# CO2 Diffusion Help



## WTHreleased (4 Apr 2021)

So I am running a 55 gallon planted aquaruim with a sump and internal overflow box. I just added CO2 to my system, but am finding the design of my system with the overflow box in the center created split water circulation patterns (see pictures). So the CO2 from the diffuser only circulates on one side of the tank. I considered adding a second diffuser, but I honestly don't like even having the one because it is unsightly. So I am looking for something that can go below the tank, out of sight with my sump.
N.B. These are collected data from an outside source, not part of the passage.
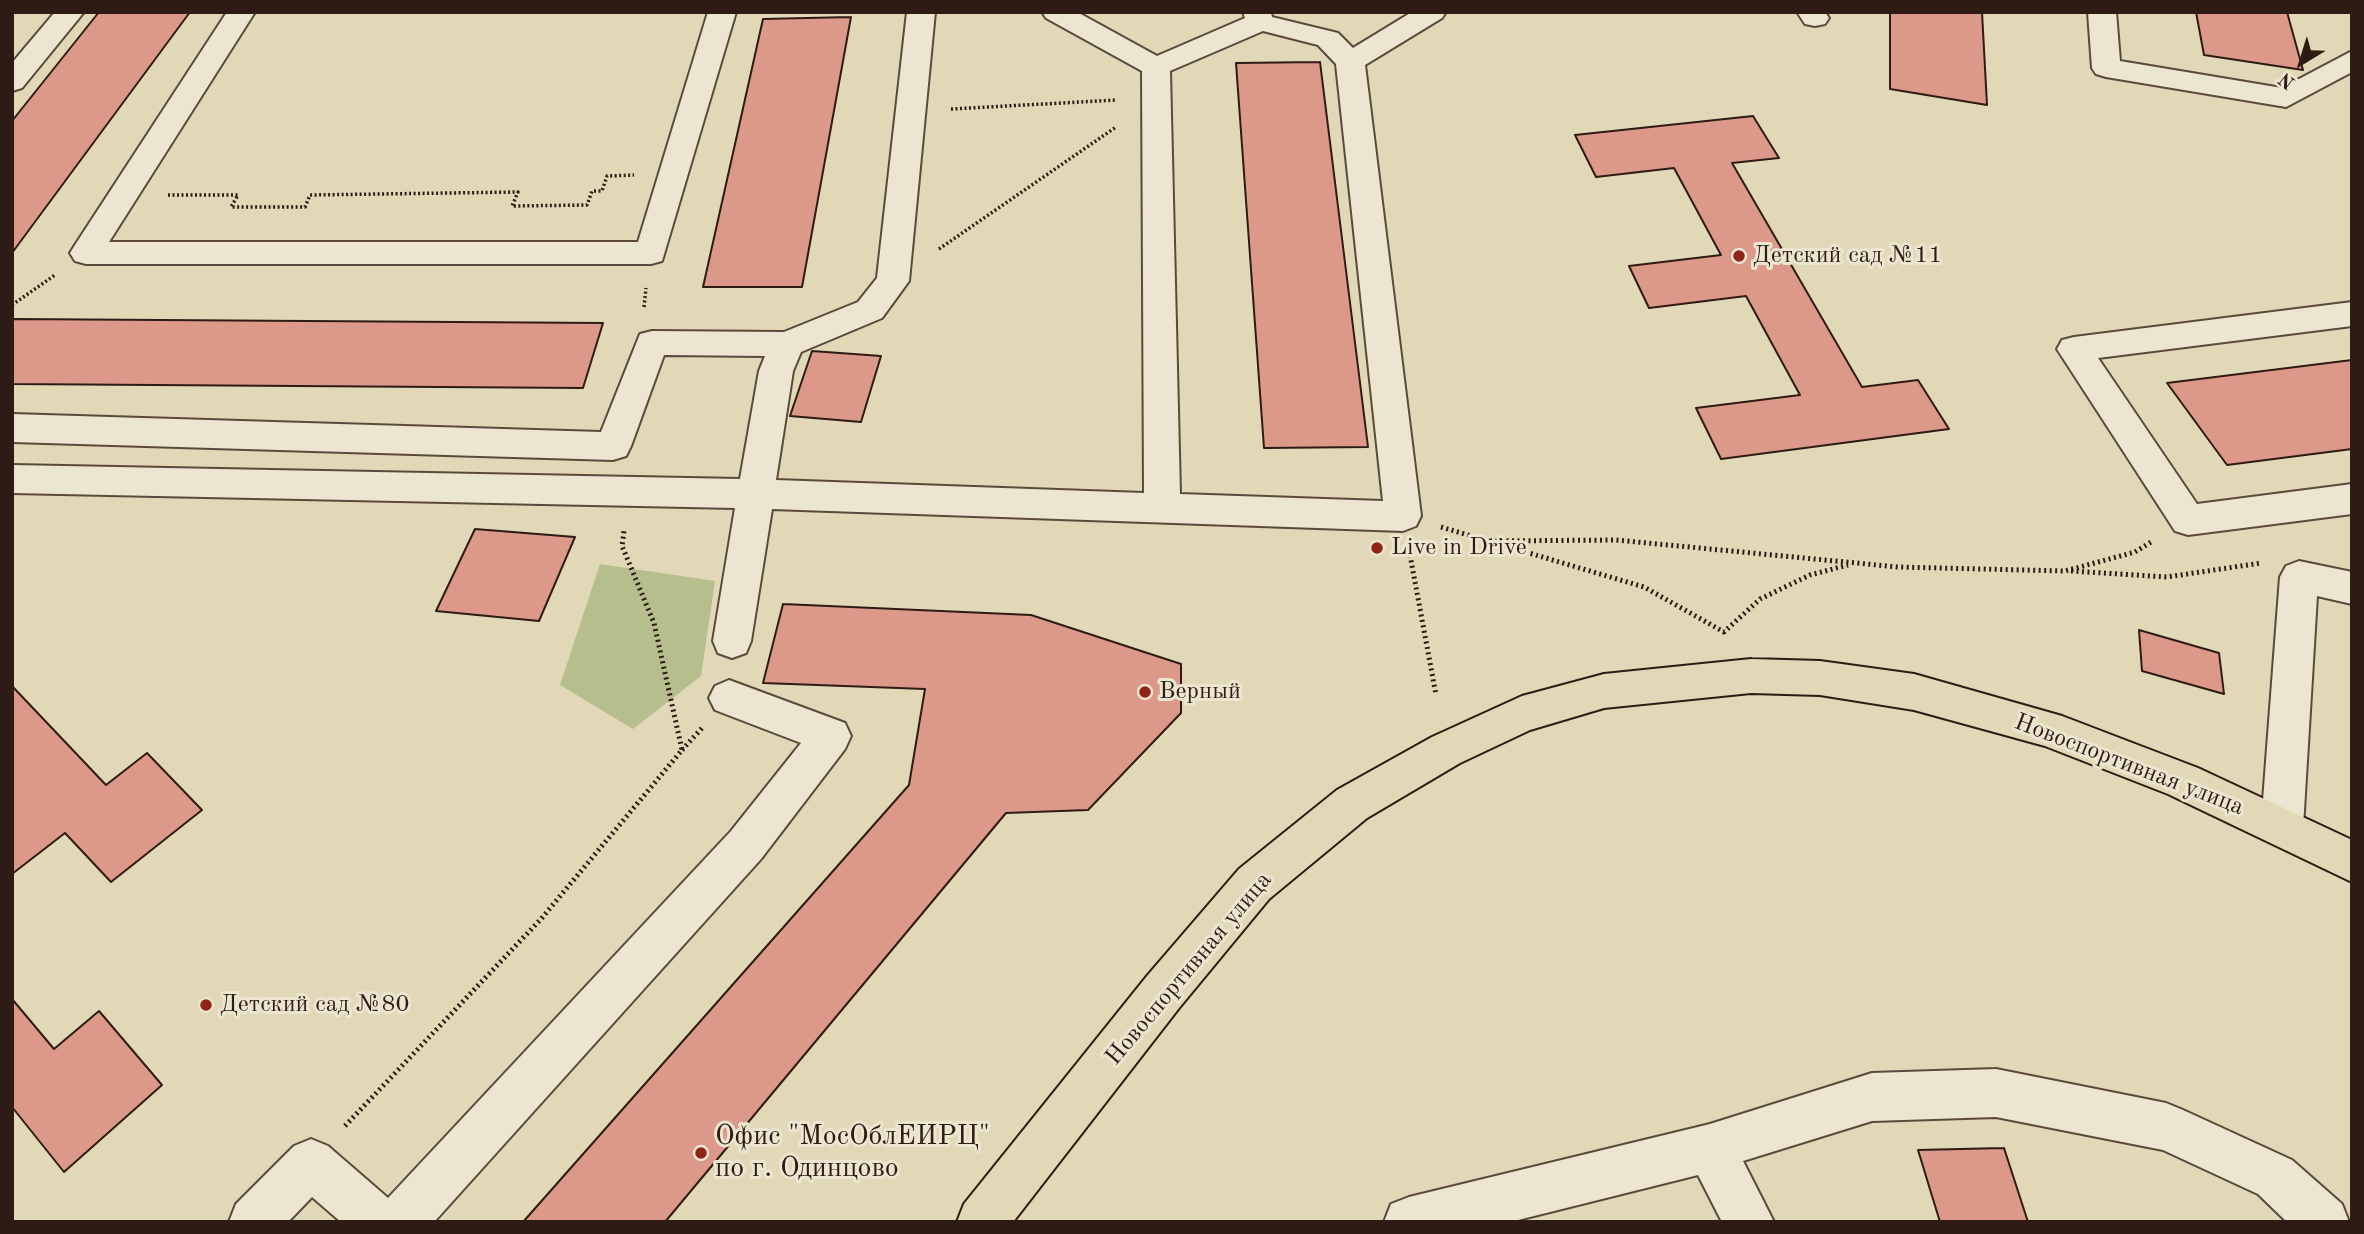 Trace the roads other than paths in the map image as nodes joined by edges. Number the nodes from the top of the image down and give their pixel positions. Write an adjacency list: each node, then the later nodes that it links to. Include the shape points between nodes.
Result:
1 (70, 12): 12 (lane)
2 (241, 12): 3 (lane, via 86,253 651,253)
3 (722, 12)
4 (921, 12): 14 (lane, via 893,281 870,310)
5 (1056, 12): 11 (lane)
6 (1432, 12): 10 (lane)
7 (2102, 12): 9 (lane, via 2106,68 2286,98)
8 (1258, 17): 10 (lane, via 1328,39); 11 (lane)
9 (2352, 60)
10 (1350, 62): 19 (lane, via 1404,516)
11 (1156, 67): 19 (lane)
12 (12, 82)
13 (2352, 314): 18 (lane, via 2074,349 2188,520)
14 (787, 344): 15 (lane, via 652,343 613,446); 17 (lane, via 776,371)
15 (12, 428)
16 (12, 479): 17 (lane)
17 (755, 493): 19 (lane); 21 (lane)
18 (2352, 499)
19 (1161, 508)
20 (2352, 589): 23 (lane, via 2299,577)
21 (732, 640)
22 (729, 698): 28 (lane, via 831,736 746,845)
23 (2282, 827): 24 (main road, Новоспортивная улица); 29 (main road, Новоспортивная улица, via 2183,781 2048,729 1914,692 1833,680 1751,676 1604,691 1522,714 1446,750 1352,804 1254,884)
24 (2352, 862)
25 (1710, 1148): 30 (lane); 31 (lane); 32 (lane, via 1872,1097 1996,1093 2166,1127 2275,1177)
26 (254, 1222): 27 (lane, via 311,1163)
27 (378, 1222)
28 (400, 1222)
29 (982, 1222)
30 (1409, 1222)
31 (1749, 1222)
32 (2325, 1222)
I looked into the Griggs and the Cerges setups, but don't have the capacity to build one and they don't seem to be available for purchase. There are CO2 reactors, but they are costly and I can't find one that will fit my 3/4" return hose. So I looked into inline CO2 diffusers and again had a hard time finding one that fits the 3/4" return tubing. I found one on Amazon (see pictures), but the reviews aren't great. I found a brand, JBL that looks better, but it does not seem to be available in the U.S. So I got the only one I could find.

So, I wanted to turn to the community to see if I could get any more help or advice. I appreciate any you can give. Thanks.
Pictures


----------



## WTHreleased (4 Apr 2021)

Here is the link to the pictures.
2 new photos by William Hoffmann


----------



## foxfish (4 Apr 2021)

The easy way is to place a ceramic diffuser in front of your return pump.


----------



## Nick potts (4 Apr 2021)

As above, have the gas be sucked and mixed via the return pump, that will also help with distribution as your return is split to both sides of the tank


----------



## WTHreleased (4 Apr 2021)

Okay, I tried this just now and can't get my diffuser as low as my return pump without turning it sideways or upside down.  I don't think I should do that, right?  And if I don't, only about half the bubbles are getting sucked in.


----------



## Nick potts (4 Apr 2021)

WTHreleased said:


> Okay, I tried this just now and can't get my diffuser as low as my return pump without turning it sideways or upside down.  I don't think I should do that, right?  And if I don't, only about half the bubbles are getting sucked in.


Turning it on its side is fine.


----------



## foxfish (4 Apr 2021)

I have no idear of how you sytem or sump is set up but the most effective way i have found is by utilising a cut down plastic bottle...


----------



## WTHreleased (5 Apr 2021)

Wow, that is really good!  Thank you!


----------